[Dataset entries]
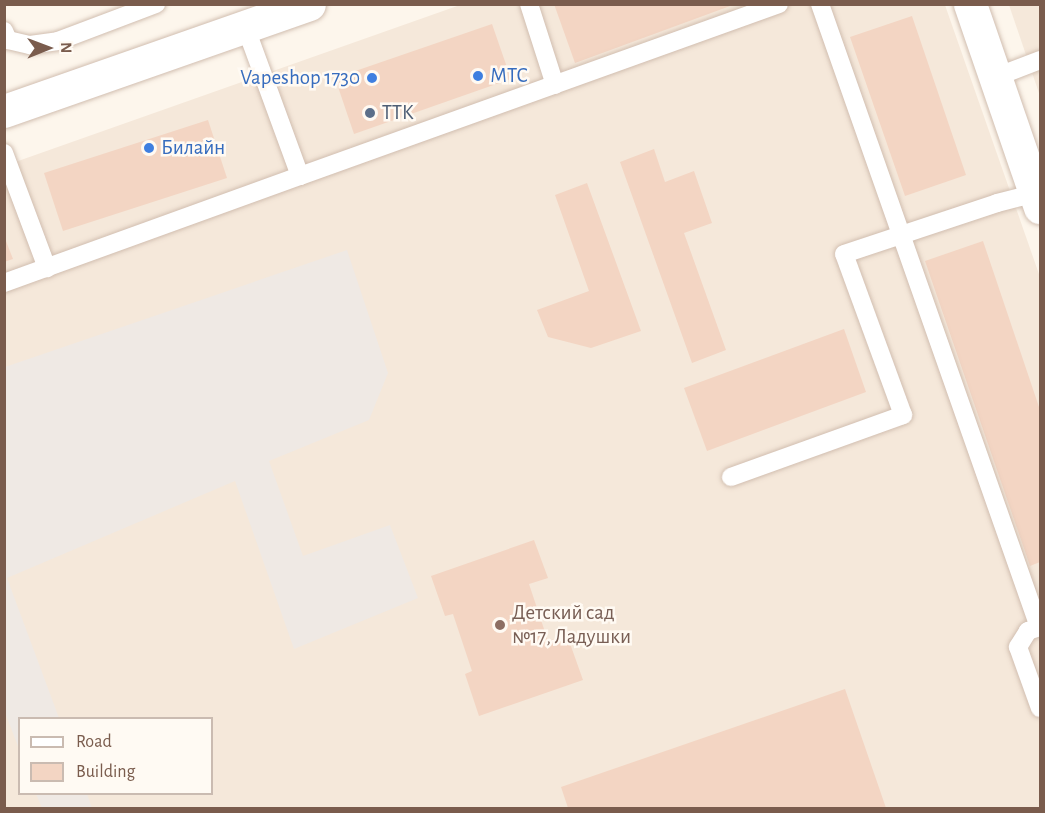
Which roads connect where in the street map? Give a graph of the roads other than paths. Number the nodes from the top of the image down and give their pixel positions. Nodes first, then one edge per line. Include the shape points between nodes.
1 (156, 4) edge
2 (529, 4) edge
3 (779, 4) edge
4 (820, 4) edge
5 (970, 4) edge
6 (289, 7) edge
7 (245, 26) junction
8 (4, 31) edge
9 (1041, 60) edge
10 (996, 77) junction
11 (555, 85) junction
12 (4, 111) edge
13 (4, 153) edge
14 (300, 176) junction
15 (1039, 197) edge
16 (900, 234) junction
17 (47, 268) junction
18 (4, 283) edge
19 (731, 477) dead end
20 (1040, 627) edge
21 (1041, 708) edge

1 - 8 lane via 58,41 30,45 8,40
2 - 11 lane
3 - 11 lane
4 - 16 lane
5 - 10 street
6 - 7 street
7 - 12 street
7 - 14 lane
9 - 10 lane
10 - 15 street
11 - 14 lane
13 - 17 lane
14 - 17 lane
15 - 16 lane
16 - 19 lane via 844,254 903,415
16 - 20 lane
17 - 18 lane
20 - 21 lane via 1028,631 1018,647

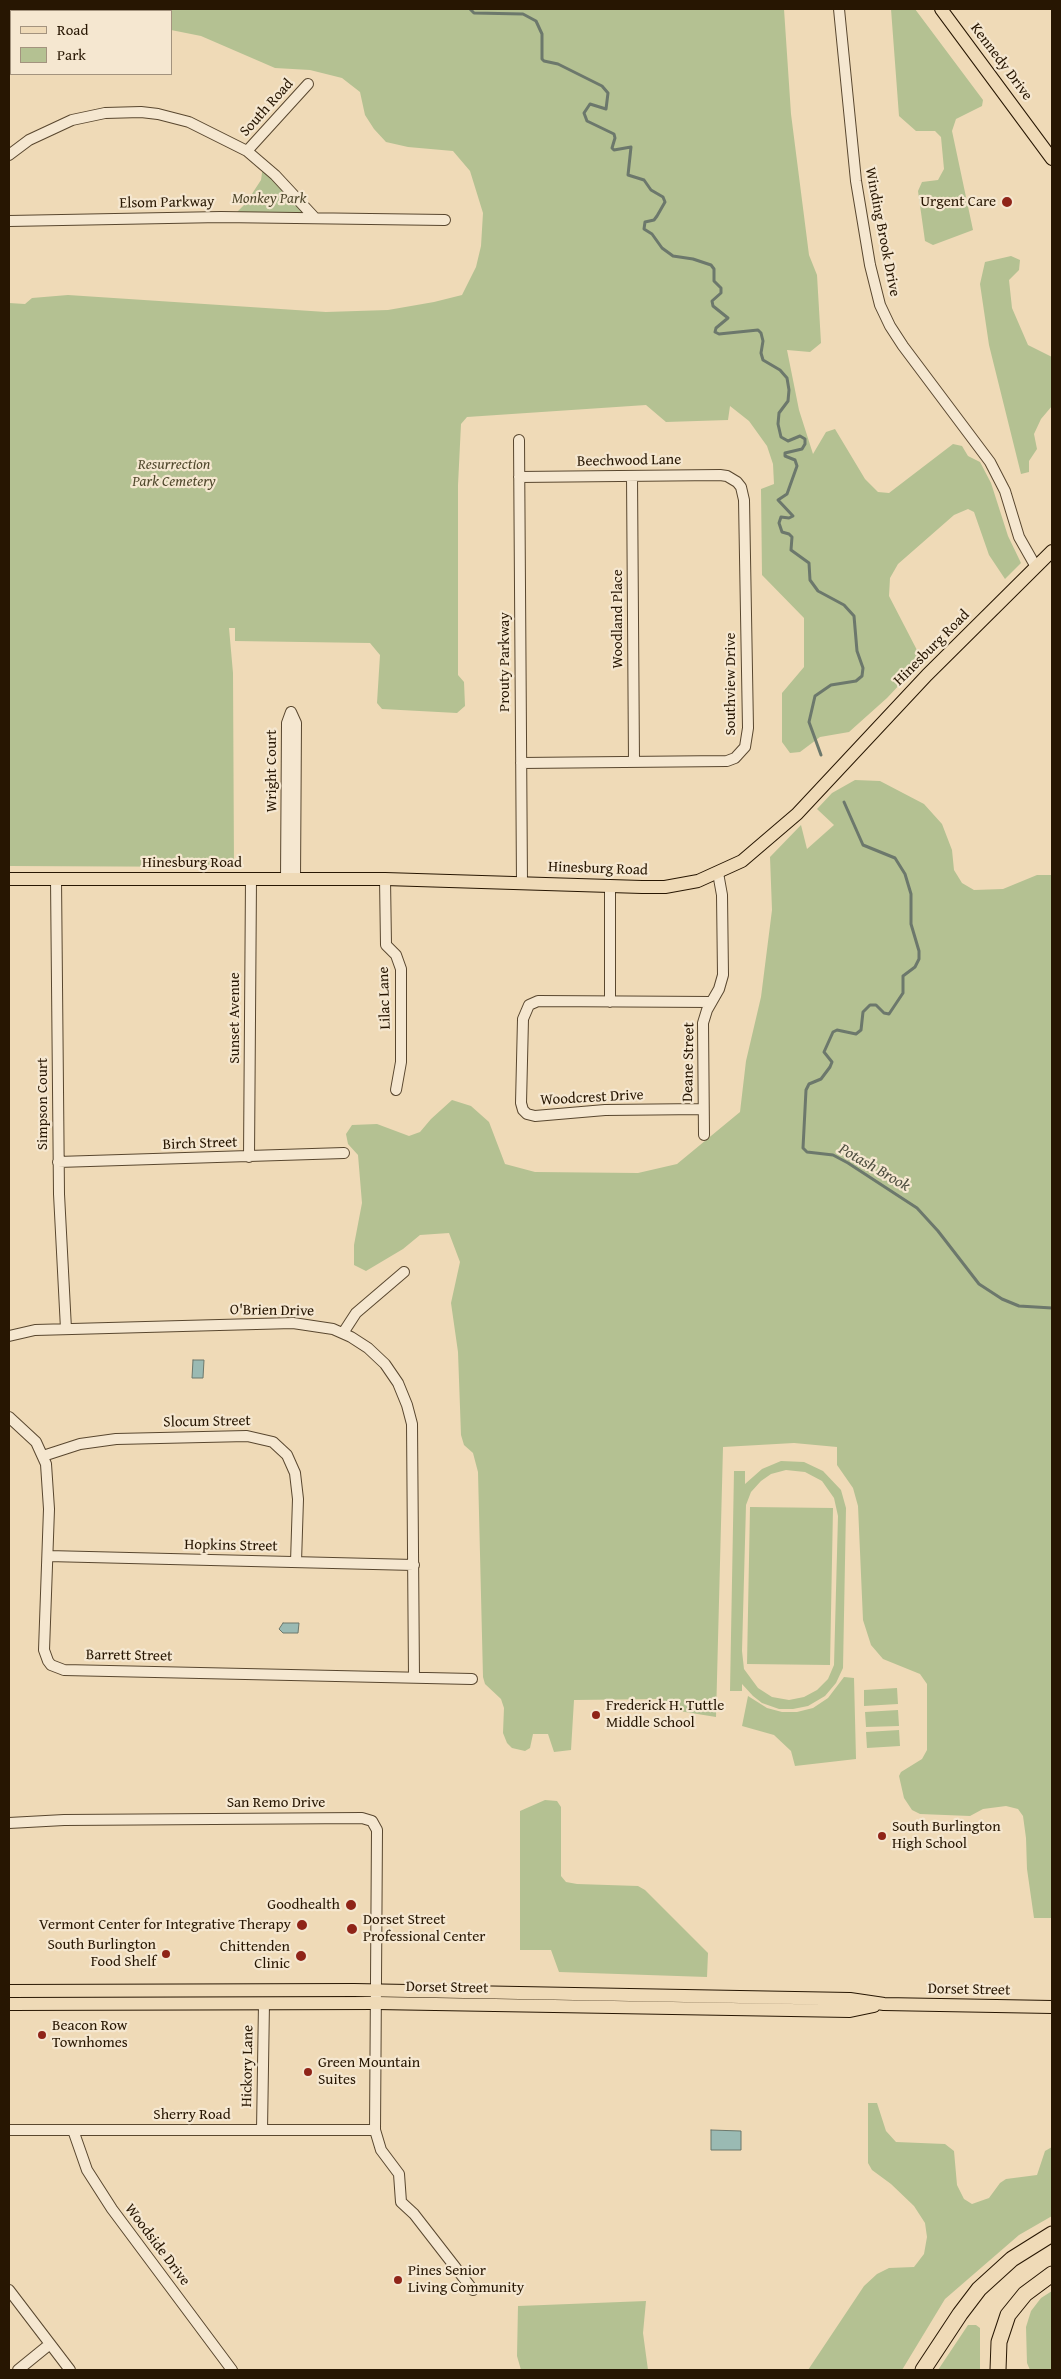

> [WHAT THE EXERCISE ASKS] Your copy of the records must match them exactly, except that no pictures appear in it.

> [RESULT OF THIS TASK]
Which roads connect where in the street map? Give a graph of the roads other than paths. Number the nodes from the top of the image down and give their pixel positions. Nodes first, then one edge per line. Include the shape points between nodes.
1 (156, 4) edge
2 (529, 4) edge
3 (779, 4) edge
4 (820, 4) edge
5 (970, 4) edge
6 (289, 7) edge
7 (245, 26) junction
8 (4, 31) edge
9 (1041, 60) edge
10 (996, 77) junction
11 (555, 85) junction
12 (4, 111) edge
13 (4, 153) edge
14 (300, 176) junction
15 (1039, 197) edge
16 (900, 234) junction
17 (47, 268) junction
18 (4, 283) edge
19 (731, 477) dead end
20 (1040, 627) edge
21 (1041, 708) edge

1 - 8 lane via 58,41 30,45 8,40
2 - 11 lane
3 - 11 lane
4 - 16 lane
5 - 10 street
6 - 7 street
7 - 12 street
7 - 14 lane
9 - 10 lane
10 - 15 street
11 - 14 lane
13 - 17 lane
14 - 17 lane
15 - 16 lane
16 - 19 lane via 844,254 903,415
16 - 20 lane
17 - 18 lane
20 - 21 lane via 1028,631 1018,647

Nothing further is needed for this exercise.